[Stored items from a collection]
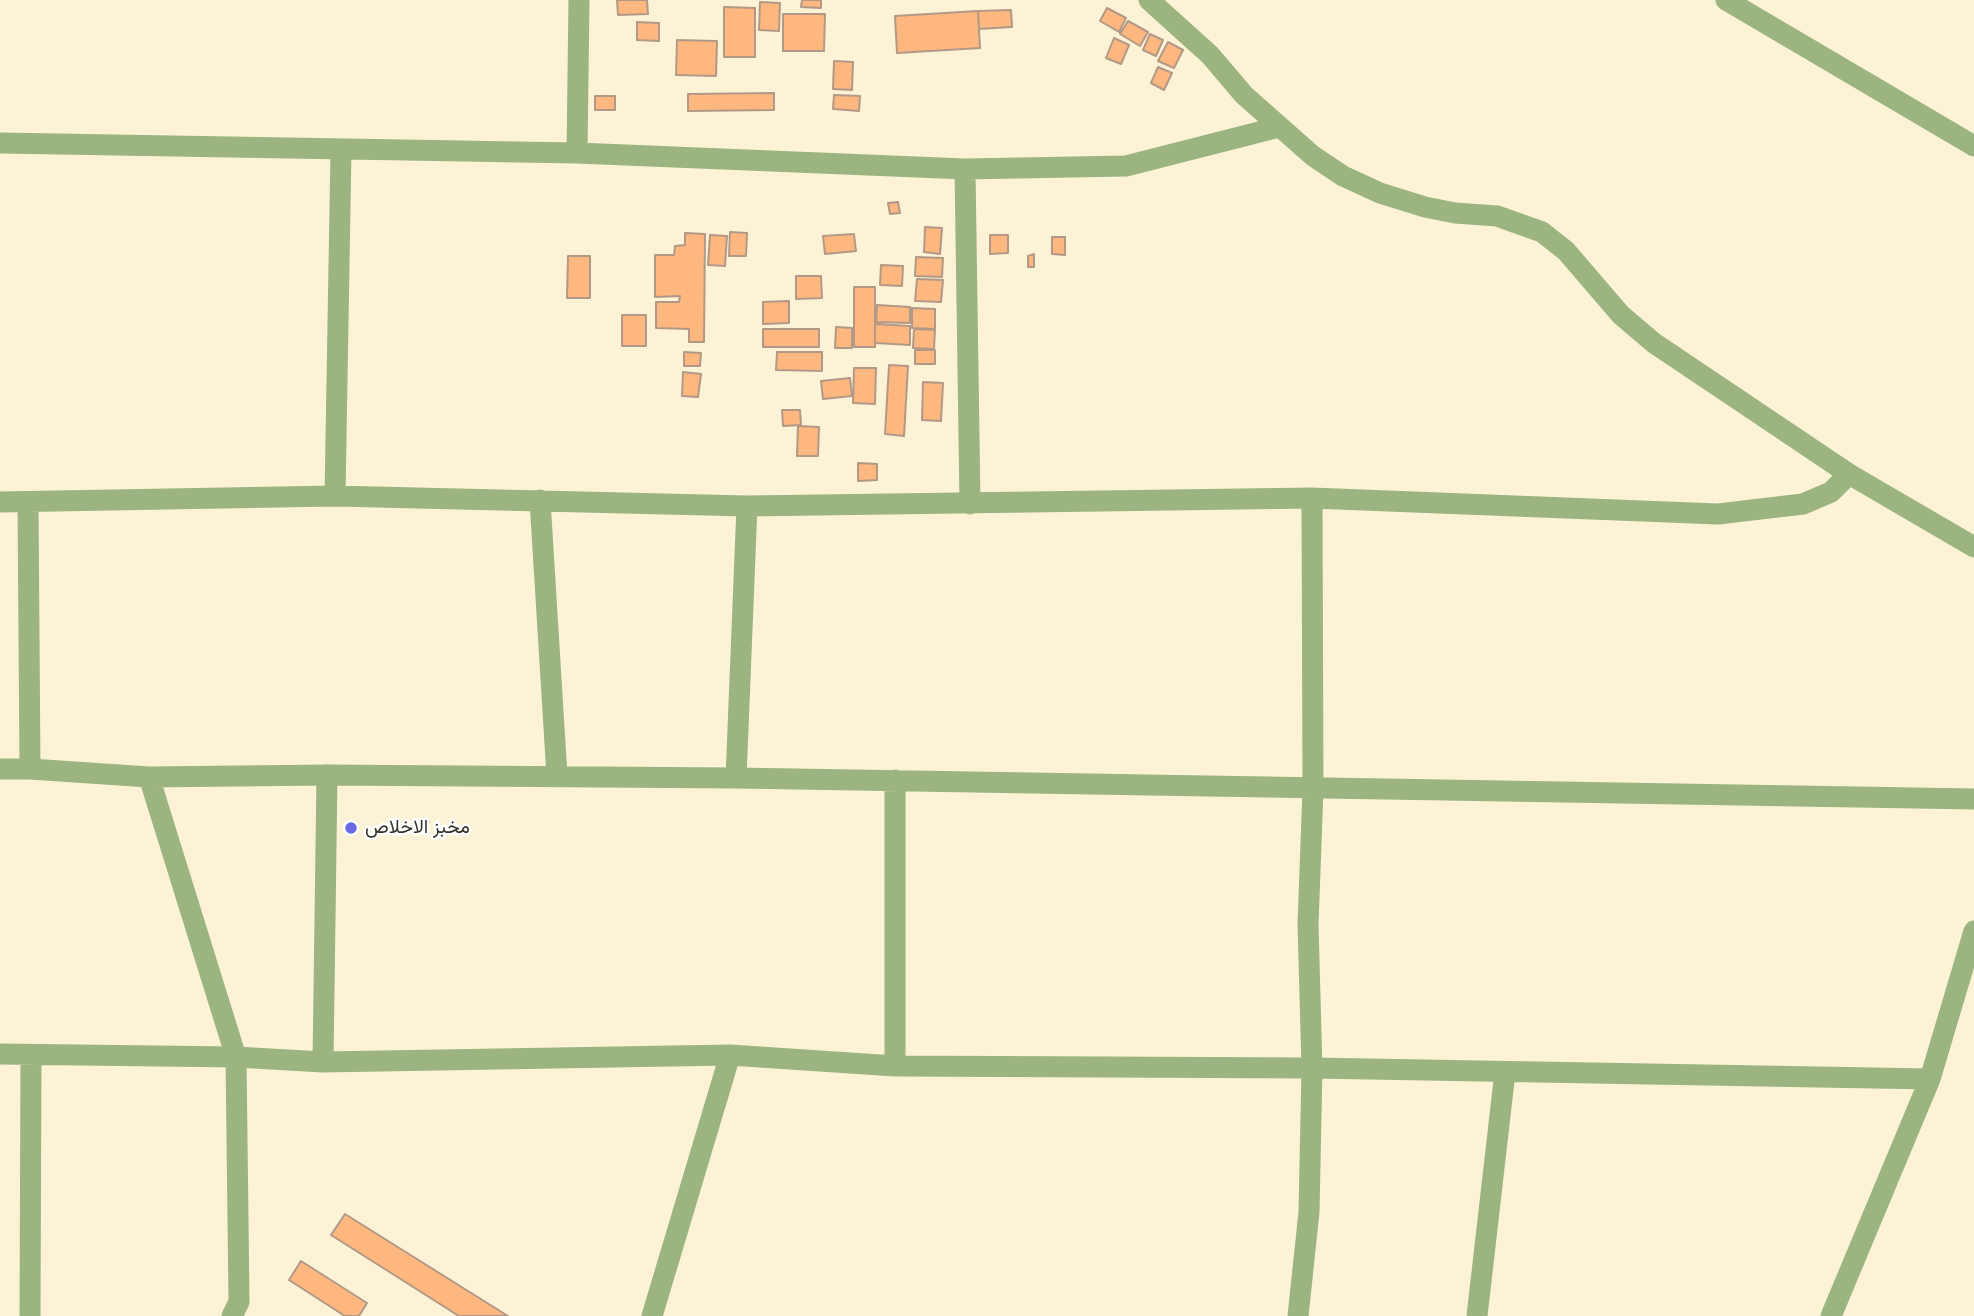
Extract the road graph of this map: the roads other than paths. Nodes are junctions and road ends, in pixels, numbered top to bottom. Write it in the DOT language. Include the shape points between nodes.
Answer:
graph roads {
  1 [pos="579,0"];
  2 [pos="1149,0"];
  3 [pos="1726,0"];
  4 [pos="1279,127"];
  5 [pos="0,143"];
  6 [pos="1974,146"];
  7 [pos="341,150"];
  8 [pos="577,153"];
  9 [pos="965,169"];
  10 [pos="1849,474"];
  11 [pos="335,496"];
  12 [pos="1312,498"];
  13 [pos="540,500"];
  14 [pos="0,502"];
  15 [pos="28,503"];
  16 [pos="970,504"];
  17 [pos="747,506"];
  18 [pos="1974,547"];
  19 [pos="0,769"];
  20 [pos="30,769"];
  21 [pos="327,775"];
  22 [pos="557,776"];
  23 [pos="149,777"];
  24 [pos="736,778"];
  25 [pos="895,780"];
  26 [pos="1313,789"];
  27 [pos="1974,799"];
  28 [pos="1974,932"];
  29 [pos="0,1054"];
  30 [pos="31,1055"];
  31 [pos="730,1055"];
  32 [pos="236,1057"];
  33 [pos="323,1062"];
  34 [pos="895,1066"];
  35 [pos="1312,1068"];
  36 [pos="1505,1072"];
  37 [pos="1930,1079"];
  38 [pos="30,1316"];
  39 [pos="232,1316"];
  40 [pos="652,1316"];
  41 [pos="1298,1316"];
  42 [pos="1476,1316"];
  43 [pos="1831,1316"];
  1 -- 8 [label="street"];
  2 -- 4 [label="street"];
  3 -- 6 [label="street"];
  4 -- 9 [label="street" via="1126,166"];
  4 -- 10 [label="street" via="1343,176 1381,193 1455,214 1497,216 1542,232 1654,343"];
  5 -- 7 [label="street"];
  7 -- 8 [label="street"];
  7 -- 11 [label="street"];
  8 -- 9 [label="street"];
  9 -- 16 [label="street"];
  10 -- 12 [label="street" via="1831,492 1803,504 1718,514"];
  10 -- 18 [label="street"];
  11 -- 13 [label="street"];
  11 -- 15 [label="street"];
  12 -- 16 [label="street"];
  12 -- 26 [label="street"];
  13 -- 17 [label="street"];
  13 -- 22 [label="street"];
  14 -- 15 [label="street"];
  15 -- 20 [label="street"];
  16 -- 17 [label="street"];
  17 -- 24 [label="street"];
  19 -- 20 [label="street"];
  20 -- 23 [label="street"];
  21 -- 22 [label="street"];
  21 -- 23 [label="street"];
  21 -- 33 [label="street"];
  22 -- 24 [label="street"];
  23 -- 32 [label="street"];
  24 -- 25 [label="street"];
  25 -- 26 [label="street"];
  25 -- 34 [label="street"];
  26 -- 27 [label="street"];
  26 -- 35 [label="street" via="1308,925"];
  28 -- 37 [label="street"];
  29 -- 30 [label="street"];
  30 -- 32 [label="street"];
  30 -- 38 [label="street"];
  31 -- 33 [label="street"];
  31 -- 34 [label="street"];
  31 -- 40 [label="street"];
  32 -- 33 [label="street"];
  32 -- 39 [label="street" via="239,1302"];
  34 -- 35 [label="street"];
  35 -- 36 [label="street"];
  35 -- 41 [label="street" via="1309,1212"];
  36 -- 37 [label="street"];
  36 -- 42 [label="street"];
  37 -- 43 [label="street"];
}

## Problem details:
Every line from the data above that contains "graph" must appear in the answer.

## Output:
Extract the road graph of this map: the roads other than paths. Nodes are junctions and road ends, in pixels, numbered top to bottom. Write it in the DOT language. Include the shape points between nodes.
graph roads {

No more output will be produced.